### [Problem details]
Could you write out every record below exactly, leaving the pictures out?

### [Task input]
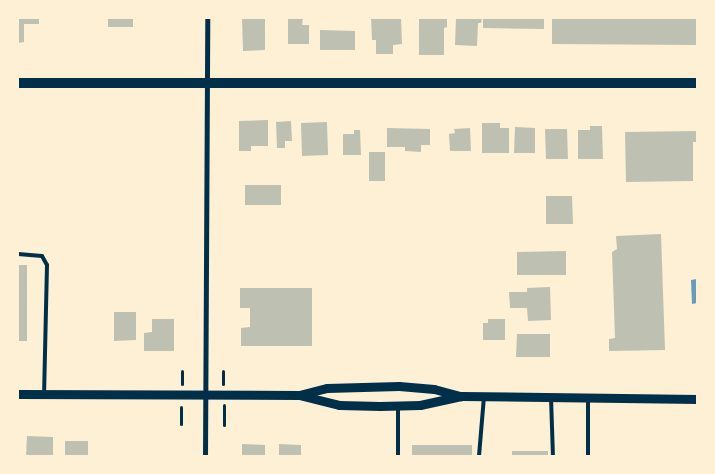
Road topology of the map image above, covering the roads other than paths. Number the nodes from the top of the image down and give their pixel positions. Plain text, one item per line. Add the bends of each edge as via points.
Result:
1 (207, 18) edge
2 (207, 82) junction
3 (18, 83) edge
4 (698, 83) edge
5 (18, 254) edge
6 (18, 394) edge
7 (44, 394) junction
8 (205, 395) junction
9 (299, 395) junction
10 (461, 396) junction
11 (484, 397) junction
12 (551, 397) junction
13 (588, 398) junction
14 (698, 399) edge
15 (398, 406) junction
16 (205, 456) edge
17 (398, 456) edge
18 (479, 456) edge
19 (553, 456) edge
20 (588, 456) edge

1 - 2 street
2 - 3 main road
2 - 4 main road
2 - 8 street
5 - 7 lane via 42,256 46,265
6 - 7 street
7 - 8 street
8 - 9 street
8 - 16 street
9 - 10 street via 327,388 399,386 434,389
9 - 15 street via 338,405
10 - 11 street
10 - 15 street via 420,406
11 - 12 street
11 - 18 lane
12 - 13 street
12 - 19 lane
13 - 14 street
13 - 20 lane
15 - 17 lane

### [Written answer]
Road topology of the map image above, covering the roads other than paths. Number the nodes from the top of the image down and give their pixel positions. Plain text, one item per line. Add the bends of each edge as via points.
Result:
1 (207, 18) edge
2 (207, 82) junction
3 (18, 83) edge
4 (698, 83) edge
5 (18, 254) edge
6 (18, 394) edge
7 (44, 394) junction
8 (205, 395) junction
9 (299, 395) junction
10 (461, 396) junction
11 (484, 397) junction
12 (551, 397) junction
13 (588, 398) junction
14 (698, 399) edge
15 (398, 406) junction
16 (205, 456) edge
17 (398, 456) edge
18 (479, 456) edge
19 (553, 456) edge
20 (588, 456) edge

1 - 2 street
2 - 3 main road
2 - 4 main road
2 - 8 street
5 - 7 lane via 42,256 46,265
6 - 7 street
7 - 8 street
8 - 9 street
8 - 16 street
9 - 10 street via 327,388 399,386 434,389
9 - 15 street via 338,405
10 - 11 street
10 - 15 street via 420,406
11 - 12 street
11 - 18 lane
12 - 13 street
12 - 19 lane
13 - 14 street
13 - 20 lane
15 - 17 lane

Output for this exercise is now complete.